PROBLEM:
Pull out every line with the word "Falcão" from the entries below.
☆ ☆ ☆ ☆ ☆ ☆ ☆
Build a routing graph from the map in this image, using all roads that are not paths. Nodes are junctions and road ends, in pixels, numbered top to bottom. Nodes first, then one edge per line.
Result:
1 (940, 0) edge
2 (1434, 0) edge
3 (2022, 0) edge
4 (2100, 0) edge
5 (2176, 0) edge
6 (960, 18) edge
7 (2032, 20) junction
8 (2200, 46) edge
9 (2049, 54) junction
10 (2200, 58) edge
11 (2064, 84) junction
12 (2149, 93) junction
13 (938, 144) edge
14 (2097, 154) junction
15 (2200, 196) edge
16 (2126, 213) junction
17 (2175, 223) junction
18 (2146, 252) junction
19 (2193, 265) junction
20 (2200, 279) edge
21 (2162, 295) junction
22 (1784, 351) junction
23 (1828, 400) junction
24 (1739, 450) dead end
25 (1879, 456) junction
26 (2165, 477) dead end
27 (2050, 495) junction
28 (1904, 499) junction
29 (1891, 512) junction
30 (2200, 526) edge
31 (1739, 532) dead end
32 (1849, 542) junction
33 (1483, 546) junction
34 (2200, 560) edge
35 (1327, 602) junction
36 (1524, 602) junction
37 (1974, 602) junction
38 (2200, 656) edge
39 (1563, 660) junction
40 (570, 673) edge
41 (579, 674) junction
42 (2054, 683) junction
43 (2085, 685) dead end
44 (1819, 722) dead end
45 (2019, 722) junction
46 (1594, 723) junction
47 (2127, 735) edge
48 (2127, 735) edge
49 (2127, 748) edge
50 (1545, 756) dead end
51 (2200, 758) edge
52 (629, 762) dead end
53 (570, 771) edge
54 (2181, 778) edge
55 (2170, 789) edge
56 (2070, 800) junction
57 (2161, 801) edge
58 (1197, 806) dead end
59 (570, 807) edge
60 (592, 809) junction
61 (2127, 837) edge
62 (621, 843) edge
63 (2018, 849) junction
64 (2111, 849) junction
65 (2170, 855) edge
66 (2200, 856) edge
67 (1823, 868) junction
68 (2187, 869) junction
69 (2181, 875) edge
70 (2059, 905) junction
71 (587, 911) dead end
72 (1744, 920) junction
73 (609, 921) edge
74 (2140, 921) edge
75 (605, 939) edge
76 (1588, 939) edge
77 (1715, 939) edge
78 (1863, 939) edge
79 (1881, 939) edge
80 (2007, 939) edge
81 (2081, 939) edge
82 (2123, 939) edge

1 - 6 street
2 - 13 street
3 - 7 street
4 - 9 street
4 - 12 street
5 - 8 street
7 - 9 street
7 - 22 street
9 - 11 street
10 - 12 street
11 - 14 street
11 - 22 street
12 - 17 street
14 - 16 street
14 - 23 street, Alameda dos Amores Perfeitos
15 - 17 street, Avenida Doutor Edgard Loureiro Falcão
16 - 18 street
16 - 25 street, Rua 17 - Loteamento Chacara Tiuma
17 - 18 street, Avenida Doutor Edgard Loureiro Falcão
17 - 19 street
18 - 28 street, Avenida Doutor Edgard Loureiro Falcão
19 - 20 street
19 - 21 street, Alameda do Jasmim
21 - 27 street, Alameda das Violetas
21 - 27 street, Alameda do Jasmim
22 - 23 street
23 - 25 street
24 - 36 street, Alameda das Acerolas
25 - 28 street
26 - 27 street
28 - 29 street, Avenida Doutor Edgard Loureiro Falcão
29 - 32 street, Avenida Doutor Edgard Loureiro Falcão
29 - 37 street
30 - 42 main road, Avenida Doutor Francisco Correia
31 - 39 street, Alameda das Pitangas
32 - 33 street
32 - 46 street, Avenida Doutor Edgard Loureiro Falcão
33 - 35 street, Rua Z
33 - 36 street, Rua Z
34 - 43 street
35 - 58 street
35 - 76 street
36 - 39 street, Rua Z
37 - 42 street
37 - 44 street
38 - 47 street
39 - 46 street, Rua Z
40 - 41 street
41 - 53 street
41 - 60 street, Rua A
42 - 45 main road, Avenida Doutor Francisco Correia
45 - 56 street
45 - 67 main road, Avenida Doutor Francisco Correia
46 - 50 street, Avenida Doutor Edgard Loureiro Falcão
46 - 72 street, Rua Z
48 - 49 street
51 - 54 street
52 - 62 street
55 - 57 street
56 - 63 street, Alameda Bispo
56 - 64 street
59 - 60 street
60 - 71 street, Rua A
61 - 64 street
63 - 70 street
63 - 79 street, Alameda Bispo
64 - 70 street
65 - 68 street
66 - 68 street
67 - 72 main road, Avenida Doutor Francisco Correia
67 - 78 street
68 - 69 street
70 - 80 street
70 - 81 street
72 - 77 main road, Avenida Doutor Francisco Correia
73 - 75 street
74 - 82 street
☆ ☆ ☆ ☆ ☆ ☆ ☆
EXERCISE RESULT:
15 - 17 street, Avenida Doutor Edgard Loureiro Falcão
17 - 18 street, Avenida Doutor Edgard Loureiro Falcão
18 - 28 street, Avenida Doutor Edgard Loureiro Falcão
28 - 29 street, Avenida Doutor Edgard Loureiro Falcão
29 - 32 street, Avenida Doutor Edgard Loureiro Falcão
32 - 46 street, Avenida Doutor Edgard Loureiro Falcão
46 - 50 street, Avenida Doutor Edgard Loureiro Falcão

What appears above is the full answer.